Dataset records ::
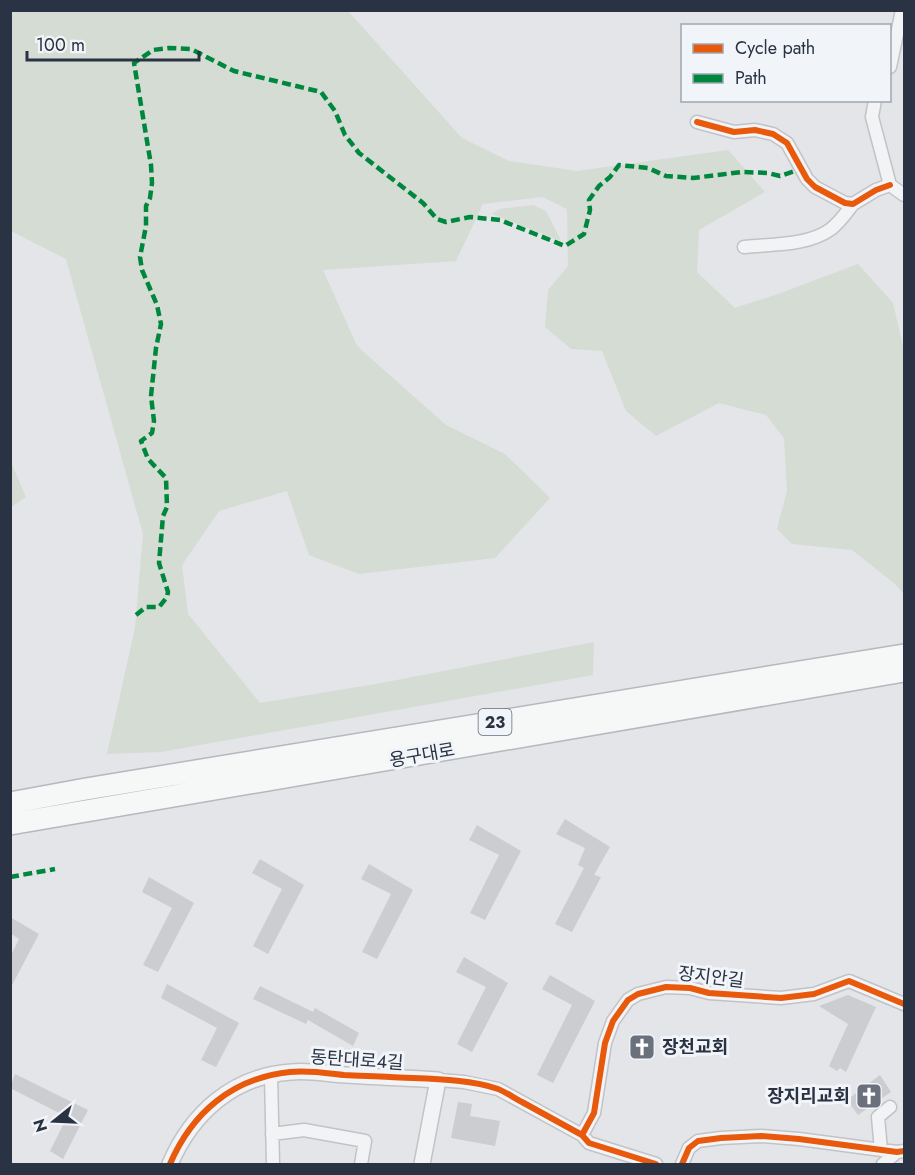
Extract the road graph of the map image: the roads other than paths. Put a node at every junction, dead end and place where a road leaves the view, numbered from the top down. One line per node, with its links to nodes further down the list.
1 (902, 10): 2 (street)
2 (891, 63)
3 (875, 102): 5 (street)
4 (697, 122): 7 (street)
5 (890, 185): 6 (street); 7 (street)
6 (904, 195)
7 (853, 204): 8 (street)
8 (744, 247)
9 (904, 650): 11 (highway)
10 (904, 656): 11 (highway, 용구대로 / 23)
11 (858, 662): 13 (highway, 용구대로 / 23)
12 (904, 670): 14 (highway, 용구대로 / 23)
13 (10, 803)
14 (10, 824)
15 (904, 1004): 20 (street, 장지안길)
16 (271, 1075): 17 (street, 동탄대로4길); 19 (street); 23 (street, 동탄대로4길)
17 (438, 1080): 20 (street); 26 (street)
18 (890, 1107): 21 (street)
19 (272, 1134): 24 (street); 25 (street)
20 (582, 1135): 27 (street)
21 (881, 1150): 22 (street); 28 (street)
22 (901, 1151): 29 (street)
23 (171, 1164)
24 (273, 1164)
25 (361, 1164)
26 (422, 1164)
27 (656, 1164)
28 (682, 1164)
29 (883, 1164)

What the task asks ::
Write the listing above out again exactly, dropping each image.

Written answer ::
Extract the road graph of the map image: the roads other than paths. Put a node at every junction, dead end and place where a road leaves the view, numbered from the top down. One line per node, with its links to nodes further down the list.
1 (902, 10): 2 (street)
2 (891, 63)
3 (875, 102): 5 (street)
4 (697, 122): 7 (street)
5 (890, 185): 6 (street); 7 (street)
6 (904, 195)
7 (853, 204): 8 (street)
8 (744, 247)
9 (904, 650): 11 (highway)
10 (904, 656): 11 (highway, 용구대로 / 23)
11 (858, 662): 13 (highway, 용구대로 / 23)
12 (904, 670): 14 (highway, 용구대로 / 23)
13 (10, 803)
14 (10, 824)
15 (904, 1004): 20 (street, 장지안길)
16 (271, 1075): 17 (street, 동탄대로4길); 19 (street); 23 (street, 동탄대로4길)
17 (438, 1080): 20 (street); 26 (street)
18 (890, 1107): 21 (street)
19 (272, 1134): 24 (street); 25 (street)
20 (582, 1135): 27 (street)
21 (881, 1150): 22 (street); 28 (street)
22 (901, 1151): 29 (street)
23 (171, 1164)
24 (273, 1164)
25 (361, 1164)
26 (422, 1164)
27 (656, 1164)
28 (682, 1164)
29 (883, 1164)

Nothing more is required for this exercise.